We spent the first ten minutes discussing the Iliad, and whether or not the text actually states that Achilles had been dipped in the River Styx. He said it did, and I said it didn’t. After we’d finished with the Iliad, and with my new job in what he called “the scullery,” he asked questions about my parents. I told him nothing. It was none of his business. Instead, I talked about Heidi. I told him about that day in Commons, Heidi’s plan to go on a date with Mr. Dick, and the invitation we’d been given to the gay party.

“You seem preoccupied by this soirée.” He arched his eyebrows at the word “soirée.”

“Wouldn’t you be?”

“Dina,” he said slowly, in a way that made my name seem like a song title, “have you ever had a romantic interest?”

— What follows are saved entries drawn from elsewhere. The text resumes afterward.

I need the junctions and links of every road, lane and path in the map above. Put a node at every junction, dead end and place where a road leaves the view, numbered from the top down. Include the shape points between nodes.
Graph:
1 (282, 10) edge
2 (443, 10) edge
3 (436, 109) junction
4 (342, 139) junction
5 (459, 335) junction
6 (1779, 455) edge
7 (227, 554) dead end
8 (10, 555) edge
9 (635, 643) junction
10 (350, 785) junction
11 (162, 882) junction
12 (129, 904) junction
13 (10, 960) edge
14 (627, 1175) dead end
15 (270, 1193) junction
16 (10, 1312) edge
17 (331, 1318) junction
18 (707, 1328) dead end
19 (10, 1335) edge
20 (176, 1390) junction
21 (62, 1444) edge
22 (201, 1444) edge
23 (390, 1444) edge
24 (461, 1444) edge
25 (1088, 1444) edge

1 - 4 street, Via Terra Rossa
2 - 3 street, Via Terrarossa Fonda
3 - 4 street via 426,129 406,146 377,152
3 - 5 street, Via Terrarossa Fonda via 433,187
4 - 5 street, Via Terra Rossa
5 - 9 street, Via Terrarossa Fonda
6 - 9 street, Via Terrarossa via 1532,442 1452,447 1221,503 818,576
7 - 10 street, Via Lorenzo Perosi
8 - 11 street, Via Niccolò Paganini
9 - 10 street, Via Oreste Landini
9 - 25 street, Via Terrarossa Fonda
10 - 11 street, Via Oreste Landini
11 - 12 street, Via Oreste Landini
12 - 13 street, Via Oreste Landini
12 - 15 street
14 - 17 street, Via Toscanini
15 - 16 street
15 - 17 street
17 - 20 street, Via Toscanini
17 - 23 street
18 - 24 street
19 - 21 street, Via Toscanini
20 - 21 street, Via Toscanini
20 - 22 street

“You want to know if I’ve ever had a boyfriend?” I said. “Just go ahead and ask if I’ve ever fucked anybody.”

This appeared to surprise him. “I think that you are having a crisis of identity,” he said.

“Oh, is that what this is?”

His profession had taught him not to roll his eyes. Instead, his exasperation revealed itself in a tiny pursing of his lips, as though he’d just tasted something awful and was trying very hard not to offend the cook.

“It doesn’t have to be, as you say, someone you’ve fucked, it doesn’t have to be a boyfriend,” he said.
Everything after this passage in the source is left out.